The present study also investigated the expression pattern of the SOD gene in H. veneta at different concentrations of copper and mercury. Previous studies have demonstrated changes in expression of the SOD gene in the ciliate Euplotes vannus induced by exposure to nitrofurazone (Hong et al. 2015) and in the copepod Tigriopus japonicus induced by exposure to copper, zinc, and mercury (Kim et al. 2015). By contrast, SOD gene expression in T. japonicus was not affected by exposure to triphenyltin chloride (Yi et al. 2014). Lauritano et al. suggested that SOD gene expression is related both to the pollutant and to the duration of exposure (Lauritano et al. 2012). The present study showed that SOD gene expression was suppressed by exposure to copper at all concentrations except at 0.5 mg L−1. By contrast, SOD gene expression levels were significantly induced at lower concentrations of mercury (0.1, 0.5, 1, and 2 mg L−1) at 96 h. It has been suggested that the differences in gene expression might be explained by the structural differences between the various intracellular targets of these contaminants (Lauritano et al. 2012). In addition, the increased SOD gene expression level in H. veneta when exposed to mercury might imply that the cells have developed defense systems consisting of several antioxidant enzymes as protective mechanisms (Kim et al. 2013).

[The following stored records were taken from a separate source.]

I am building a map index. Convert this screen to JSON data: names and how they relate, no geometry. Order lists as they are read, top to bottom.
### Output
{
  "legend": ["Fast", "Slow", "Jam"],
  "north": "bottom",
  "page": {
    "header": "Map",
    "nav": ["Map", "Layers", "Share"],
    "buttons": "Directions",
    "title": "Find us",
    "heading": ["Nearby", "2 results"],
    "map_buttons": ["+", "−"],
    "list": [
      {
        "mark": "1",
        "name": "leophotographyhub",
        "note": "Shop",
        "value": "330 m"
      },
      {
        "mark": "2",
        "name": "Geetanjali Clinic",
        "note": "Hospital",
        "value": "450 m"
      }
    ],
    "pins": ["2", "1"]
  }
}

Previous studies have shown that morphological abnormalities in diatom frustules can be used as an effective tool for biomonitoring of heavy metal pollution in water bodies (Falasco et al. 2009; Pandey et al. 2014; Morin et al. 2012). Studies of raphe-bearing diatoms including Gomphonema parvulum and Pinnularia conica showed deformities at elevated concentrations of heavy metals (Duong et al. 2008; Victoria and Gomez 2010). These findings are consistent with the present study, that is heavy metal stress results in deformation of the frustule in H. veneta. Pandey et al. (2014) observed modifications of the raphe in diatoms exposed to Cu. In the present study, the morphological changes in H. veneta were more pronounced in cells exposed to mercury than to copper, showing a deformity of shape and increase in size of the frustule. We speculated that mercury could directly interact with the microalgal cells surface, leading to physical effects, such as cell membrane disruption. In a previous study, Branco et al. (2010) reported that a higher concentration than control of cadmium was found loosely bound to the frustule, and concluded that this was evidence of an effective metal-exclusion mechanism that binds the metal to the extracellular structures preventing its entrance into the cell. Morphological changes were far less pronounced in cells exposed to copper. Analysis of the frustule will be required in order to demonstrate the presence of copper and the possible existence of a mechanism for excluding it from the cells of H. veneta.

Conclusions

To the best of our knowledge, this is the first study of the effects of copper and mercury on a benthic diatom. Based on our findings, we infer the following conclusions:

  1. 1.

    Copper will lead to a greater growth inhibition, destroying diatom and ecology at the very beginning, and exposure time is one of the important factors.

  2. 2.

    High accumulation of chlorophyll a in the cell is indicative of resistance of the diatom to heavy metals.

  3. 3.

    SOD activity and gene expression are reliable biomarkers of oxidative stress in H. veneta.

  4. 4.

    Change in the morphology of the frustule of H. veneta is a potential indicator of mercury contamination in water.